Une page facebook est perçue comme un divertissement par les utilisateurs et une source de revenus pour les annonceurs des nombreuses publicités. Malheureusement, ces pages sont truffées de fausses informations. Une enquête du Monde a montré que sur une centaine de pages on relevait 233 messages renvoyant à une fausse information.

L’invasion des réseaux sociaux par les informations falsifiées, aggravée par l’appropriation illégale des données de la vie privée prend la forme de véritables campagnes visant à tromper l’opinion et à fausser le fonctionnement normal des élections. Certains Etats utilisent ces vecteurs à des fins d’ingérence dans la vie politique. En 2016, le referendum britannique sur le Brexit et les élections présidentielles américaines ont été gravement polluées par l’injection de rumeurs mensongères et de calomnies distillées par des officines masquées pour fausser l’esprit des électeurs.

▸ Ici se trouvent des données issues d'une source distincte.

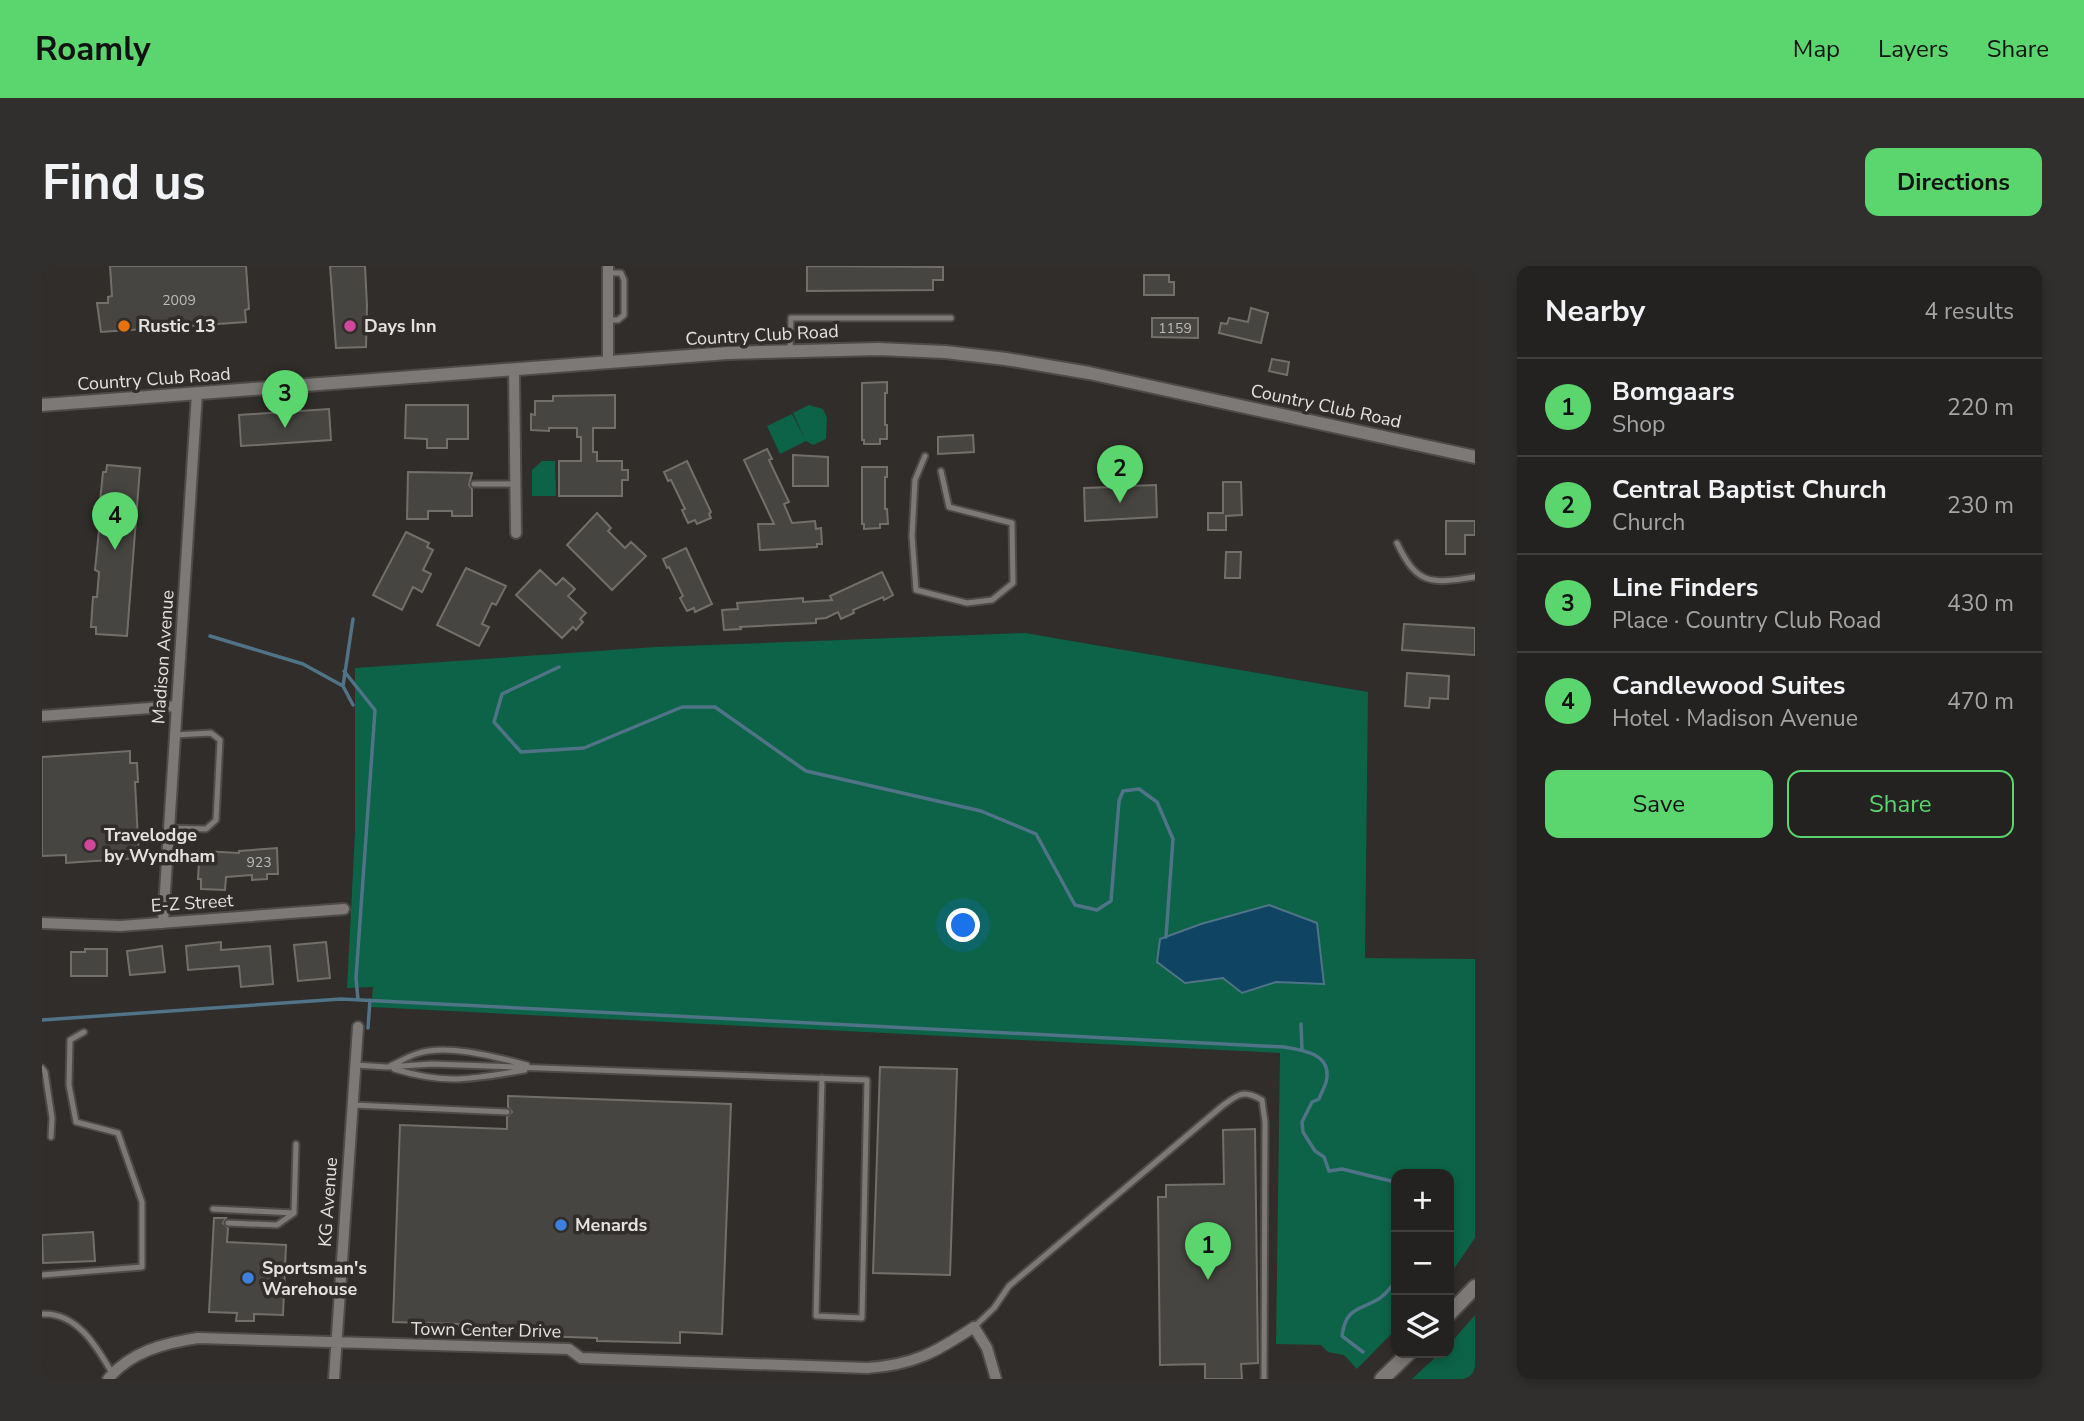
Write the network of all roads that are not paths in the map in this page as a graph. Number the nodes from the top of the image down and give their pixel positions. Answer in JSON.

Ainsi, confronté à la prolifération croissante de messages truqués, incertains, invérifiables, le citoyen est frappé de désarroi et parfois sombre dans la mécréance. Il finit par douter de la vérité, de l’objectivité et, même, de la réalité. Afin d’éviter cette corruption des valeurs fondamentales des sociétés démocratiques, mais aussi la corrosion de toute connaissance scientifique, il importe d’éduquer le citoyen en sorte qu’il prenne en main avec un esprit critique et quelques outils adaptés, -notamment les systèmes comme Désintox ou Décodex récemment créés par les médias-, son destin au sein de la société de l’information. Il faut désapprendre l’usage étourdi, grégaire et purement ludique des réseaux sociaux pour construire sérieusement, de manière responsable, son information et sa communication : savoir comparer, recouper, vérifier, prendre le temps de la réflexion en s’interrogeant sur la valeur des messages.

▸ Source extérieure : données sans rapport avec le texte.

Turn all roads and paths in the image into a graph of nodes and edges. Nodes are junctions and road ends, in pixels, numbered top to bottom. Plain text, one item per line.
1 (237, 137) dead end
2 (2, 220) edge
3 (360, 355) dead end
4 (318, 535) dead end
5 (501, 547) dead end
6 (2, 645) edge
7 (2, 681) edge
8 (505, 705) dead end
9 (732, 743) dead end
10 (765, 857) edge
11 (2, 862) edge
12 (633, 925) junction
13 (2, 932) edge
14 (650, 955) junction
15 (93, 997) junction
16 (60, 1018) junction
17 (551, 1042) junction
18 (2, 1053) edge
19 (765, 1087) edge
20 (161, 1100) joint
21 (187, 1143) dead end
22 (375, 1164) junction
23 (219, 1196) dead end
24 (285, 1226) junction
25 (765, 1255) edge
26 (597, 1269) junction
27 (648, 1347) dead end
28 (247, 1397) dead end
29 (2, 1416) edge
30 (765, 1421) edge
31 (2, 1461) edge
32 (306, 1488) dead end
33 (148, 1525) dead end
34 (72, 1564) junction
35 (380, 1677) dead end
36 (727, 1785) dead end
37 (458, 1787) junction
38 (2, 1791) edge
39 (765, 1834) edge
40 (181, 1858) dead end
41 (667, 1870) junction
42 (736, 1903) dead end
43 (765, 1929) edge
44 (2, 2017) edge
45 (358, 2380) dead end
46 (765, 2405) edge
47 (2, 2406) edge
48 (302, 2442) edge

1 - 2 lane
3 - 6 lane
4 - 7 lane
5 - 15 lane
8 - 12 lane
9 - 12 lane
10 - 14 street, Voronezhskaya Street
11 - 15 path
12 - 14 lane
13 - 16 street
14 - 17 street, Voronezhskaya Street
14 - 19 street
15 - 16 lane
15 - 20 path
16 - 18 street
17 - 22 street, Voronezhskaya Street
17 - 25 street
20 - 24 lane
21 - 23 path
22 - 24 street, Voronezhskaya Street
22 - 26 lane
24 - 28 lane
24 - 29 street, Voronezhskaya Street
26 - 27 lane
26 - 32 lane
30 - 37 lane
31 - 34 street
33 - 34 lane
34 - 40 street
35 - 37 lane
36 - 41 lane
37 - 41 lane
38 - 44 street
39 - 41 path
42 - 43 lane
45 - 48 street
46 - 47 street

P. V. : Assiste-t-on à un essor des théories du complot ?

F. G : Ce terme possède de nombreux synonymes tels que la « conjuration » de Catilina, au premier siècle avant JC, exposée par Salluste… ou la « conspiration » des Egaux de Gracchus Babeuf, en 1798. Le suffixe « com »suggère une entreprise concertée réunissant secrètement plusieurs personnes afin d’agir contre un ennemi et de servir leurs propres intérêts. Souvent ils se lient symboliquement par un serment solennel. Toute entreprise de subversion par un coup d’Etat, par des actions terroristes implique un complot. C’est pourquoi dans sa forme moderne, la loi française entend punir une « association de malfaiteurs liée à une entreprise terroriste ».

Durant les périodes révolutionnaires ou à l’occasion de profonds changements institutionnels, le complot constitue à la fois une réalité et une obsession ainsi qu’une forme de manipulation des opinions et un outil de provocation au service d’une stratégie de prise de pouvoir. Loin d’avoir été épargnés par les tumultes révolutionnaires idéologiques, tant politiques que religieux, les Anglais durant le XVIIème siècle vécurent dans une ambiance de complots. A ce point même qu’une « culture » s’est durablement établie à travers la célébration festive de guy fawk (responsable de la conspiration des poudres ourdie par les Catholiques) par les enfants qui en font une cérémonie de réjouissance, réminiscence légère d’un bûcher.

Toutes les périodes d’incertitude engendrent cette psychose du complot de l’intérieur soutenu par l’étranger hostile. Le révolutionnaire parvenu au pouvoir sans légalité voit l’ennemi partout : complot des aristocrates contre la République française, menées de la CIA… en Iran, au Chili etc.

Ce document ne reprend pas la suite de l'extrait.